Dominic Lipinski/PA Wire

By offering burgers, donuts, pizza, and ramen at his assortment of casual eateries, Micah Camden has built himself into Portland, Oregon’s most successful restaurateur. He owns more restaurants than anyone else, which wasn’t his goal but is saying something for a city known for star chefs and great food. At Willamette Week, Leah Sottile profiles Camden to understand what makes this 40-year old millionaire tick, as he ventures into vegan ice cream and another fast food concept. Some Portlanders see his restaurants as agents of gentrification, their aesthetics bland and homogenous, popular with tourists. Some find his personality contentious. He doesn’t care. He grew up on fast food, and he gives people what they want: fast food and value.

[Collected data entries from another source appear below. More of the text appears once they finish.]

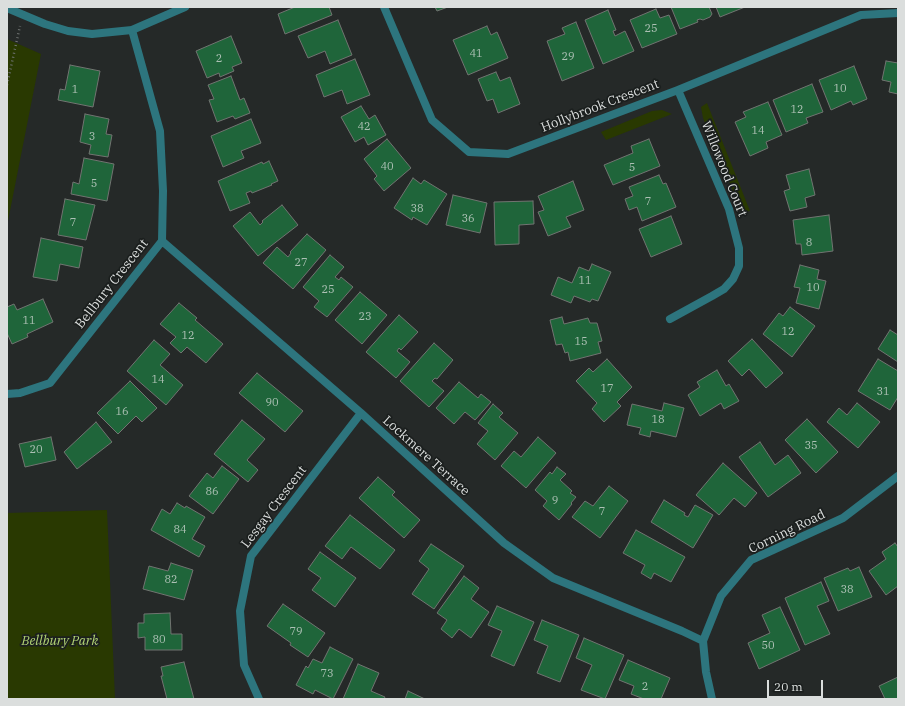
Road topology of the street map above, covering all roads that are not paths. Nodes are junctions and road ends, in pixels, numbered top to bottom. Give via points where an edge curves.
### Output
1 (185, 7) edge
2 (384, 7) edge
3 (7, 8) edge
4 (898, 13) edge
5 (132, 30) junction
6 (678, 90) junction
7 (162, 241) junction
8 (670, 319) dead end
9 (7, 394) edge
10 (361, 413) junction
11 (898, 476) edge
12 (703, 641) junction
13 (259, 699) edge
14 (712, 699) edge

1 - 5 street
2 - 6 street, Hollybrook Crescent via 432,120 469,152 508,154
3 - 5 street via 68,31 92,34
4 - 6 street, Hollybrook Crescent via 861,15
5 - 7 street, Bellbury Crescent via 160,131
6 - 8 street, Willowood Court via 729,209 739,248 739,266 724,288
7 - 9 street, Bellbury Crescent via 50,383 20,393
7 - 10 street, Lockmere Terrace
10 - 12 street, Lockmere Terrace via 504,543 553,578
10 - 13 street, Lesgay Crescent via 251,556 240,611 244,665
11 - 12 street, Corning Road via 843,518 751,560 721,596
12 - 14 street, Corning Road

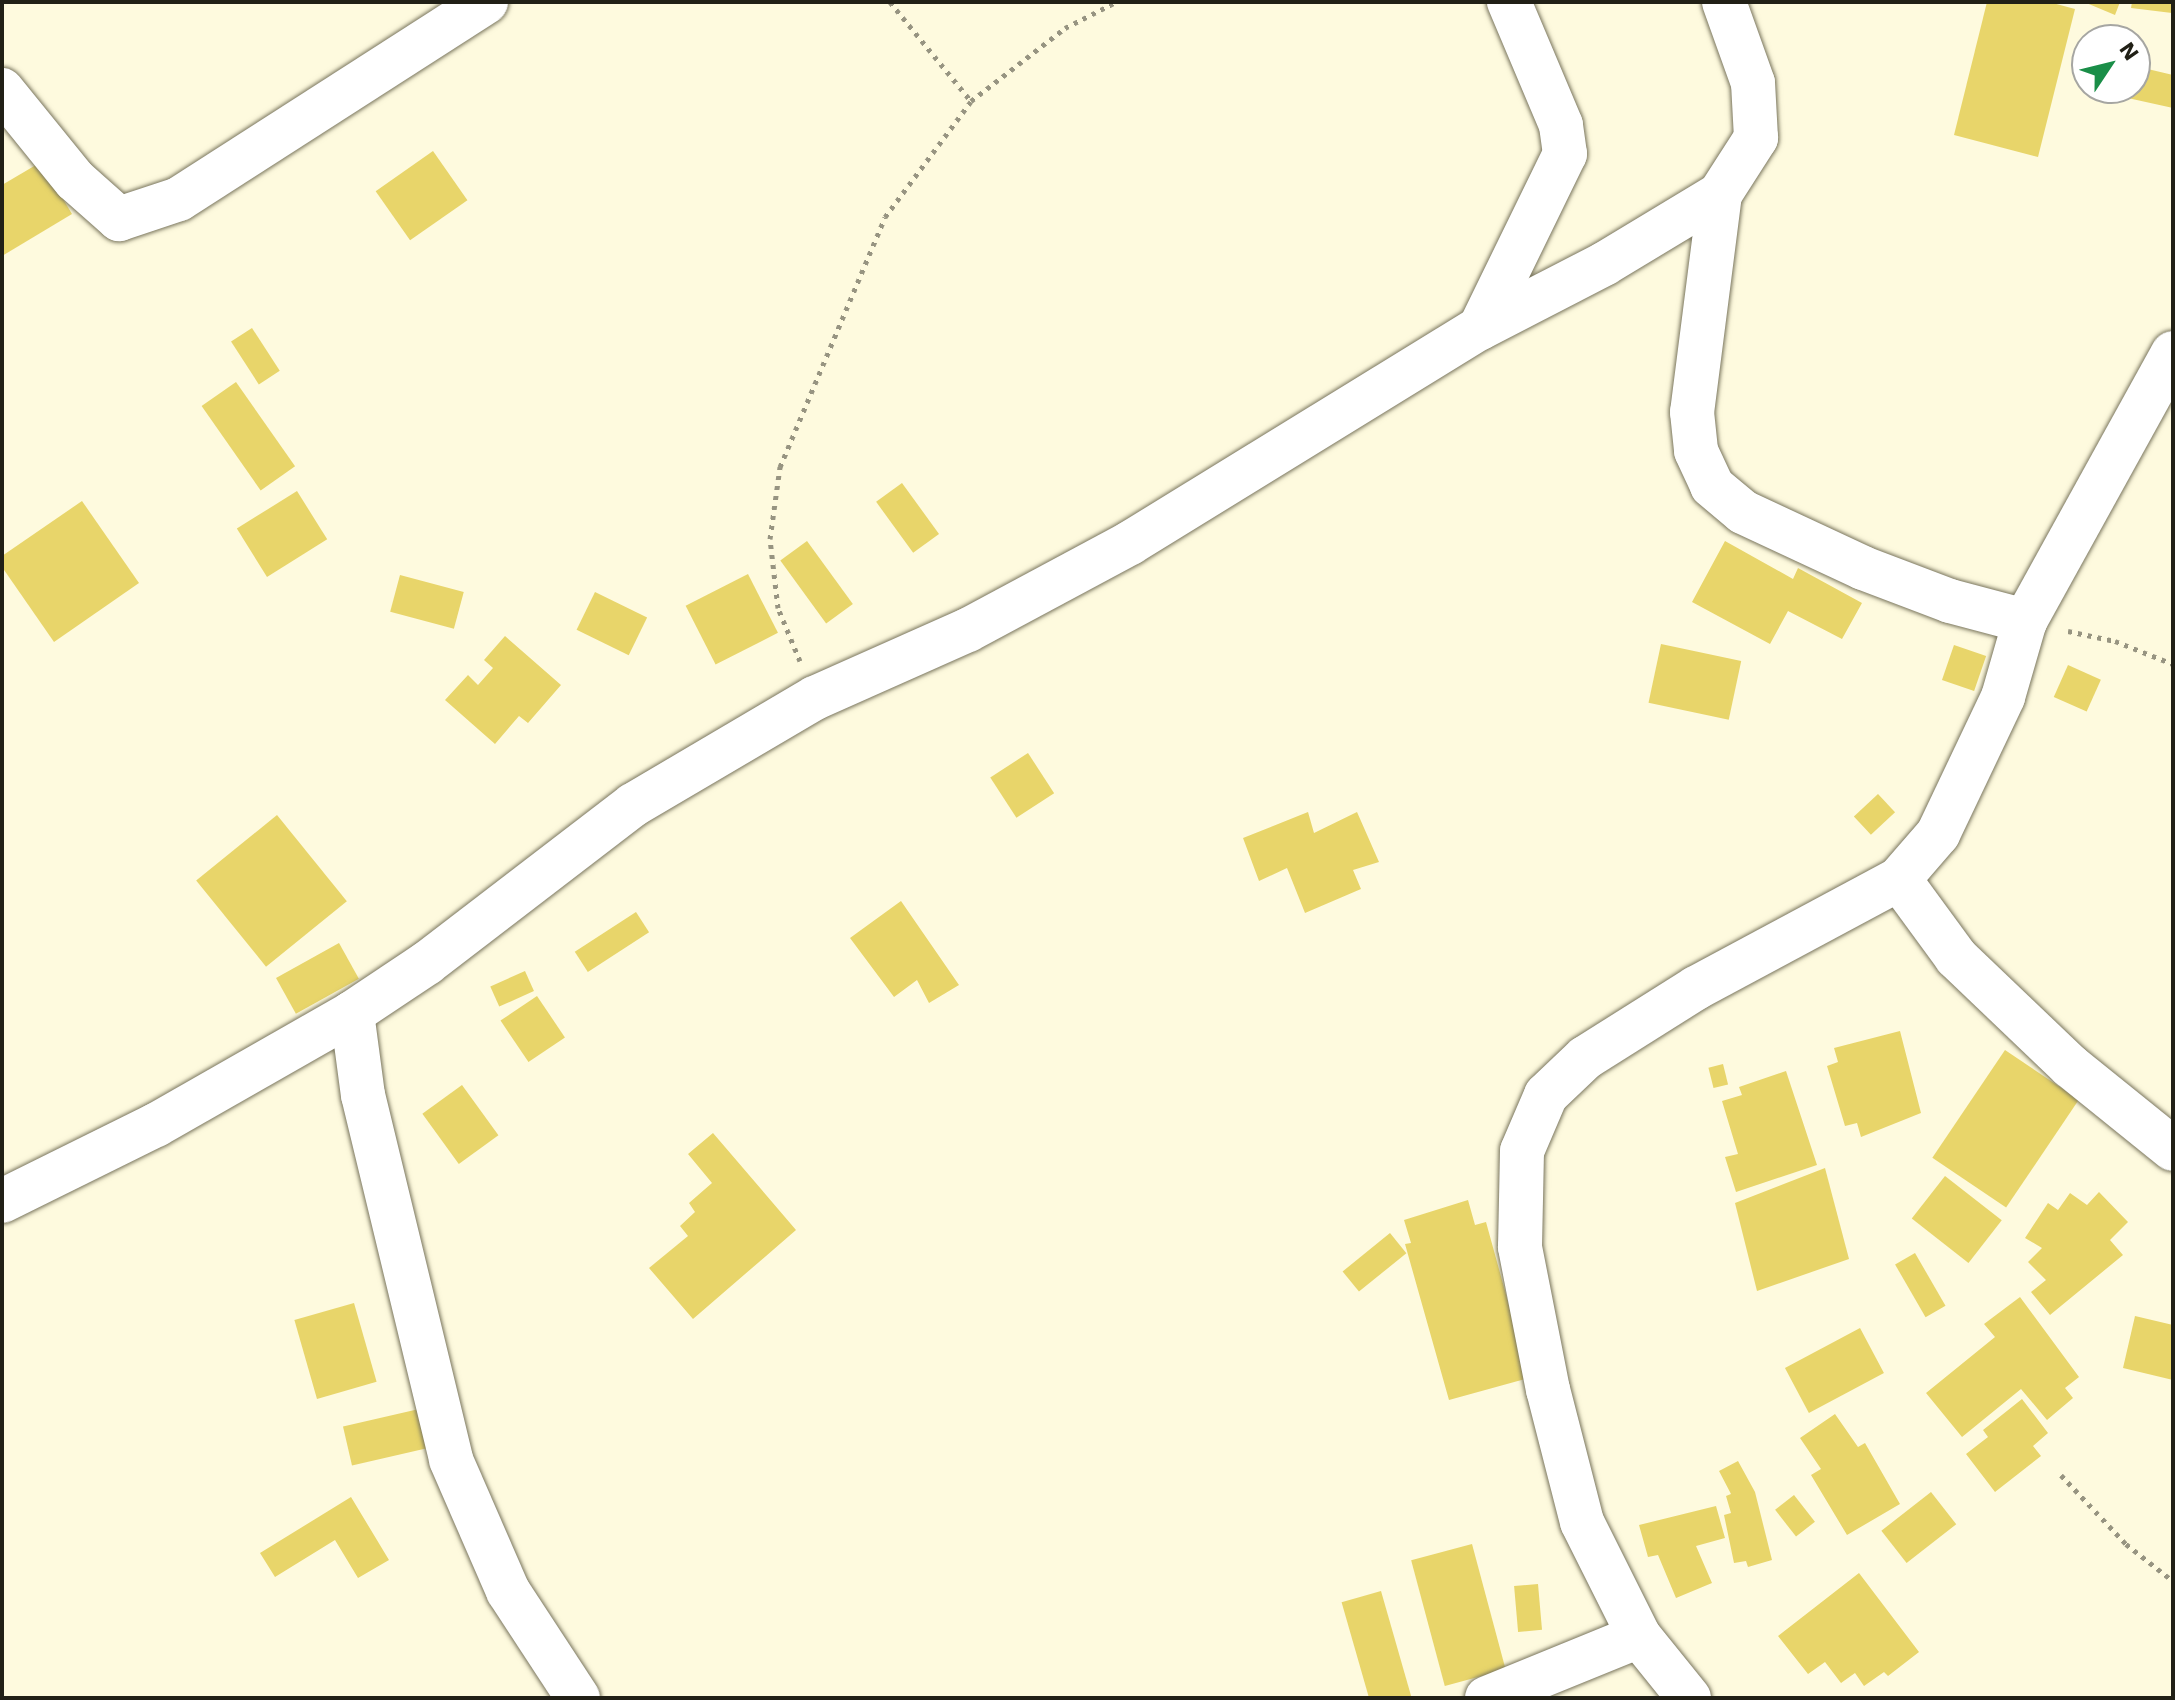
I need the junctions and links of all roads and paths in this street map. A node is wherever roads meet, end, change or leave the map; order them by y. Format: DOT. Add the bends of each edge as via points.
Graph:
graph roads {
  1 [pos="486,2"];
  2 [pos="890,2"];
  3 [pos="1116,2"];
  4 [pos="1509,2"];
  5 [pos="1724,2"];
  6 [pos="2,90"];
  7 [pos="971,101"];
  8 [pos="1720,194"];
  9 [pos="1480,328"];
  10 [pos="2173,353"];
  11 [pos="2025,621"];
  12 [pos="2173,664"];
  13 [pos="815,698"];
  14 [pos="1899,879"];
  15 [pos="352,1013"];
  16 [pos="2173,1149"];
  17 [pos="2,1201"];
  18 [pos="2061,1475"];
  19 [pos="2173,1581"];
  20 [pos="1639,1636"];
  21 [pos="578,1698"];
  22 [pos="1487,1698"];
  23 [pos="1689,1698"];
  1 -- 6 [label="street" via="179,199 119,219 75,180"];
  2 -- 7 [label="path"];
  3 -- 7 [label="path" via="1065,28"];
  4 -- 9 [label="street" via="1561,125 1565,154"];
  5 -- 8 [label="street" via="1753,83 1756,138"];
  7 -- 13 [label="path" via="885,217 780,467 770,539 778,608"];
  8 -- 9 [label="street" via="1604,264"];
  8 -- 11 [label="street" via="1692,412 1696,451 1712,486 1743,512 1863,568"];
  9 -- 13 [label="street" via="1130,543 968,630"];
  10 -- 11 [label="street"];
  11 -- 12 [label="path" via="2115,641"];
  11 -- 14 [label="street" via="2003,697 1938,834"];
  13 -- 15 [label="street" via="633,805 427,963"];
  14 -- 16 [label="street" via="1956,957 2070,1066"];
  14 -- 20 [label="street" via="1696,988 1585,1058 1546,1095 1522,1151 1520,1247 1548,1390 1582,1522"];
  15 -- 17 [label="street" via="156,1125"];
  15 -- 21 [label="street" via="363,1095 451,1460 508,1591"];
  18 -- 19 [label="path" via="2126,1544"];
  20 -- 22 [label="street"];
  20 -- 23 [label="street"];
}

 His approach to entrepreneurship, in general, is at odds with the city’s usual way of doing things.
“I think he doesn’t give a shit about authenticity or any of these hang-ups that a lot of us have,” Huffman says. “Everybody’s trying to do stuff that feels sincere or something in a way that you don’t want to do things that feel calculated or douchey. And Micah’s like, ‘I want to make money!'”
Matt Brown, co-owner of Bunk Sandwiches, agrees that part of Camden’s success is his ability to hang up his chef clothes and to approach food without culinary-school pretension.
“When you’re wearing the whites, you’re going for a niche part of the pie,” Brown says. “When you’re wearing that hat, you want to get written up in Bon Appétit and be celebrated for providing something wonderful for their market. Fast casual means taking yourself out of the equation and thinking, ‘What does everyone else in town want?’ He approaches that pretty well.”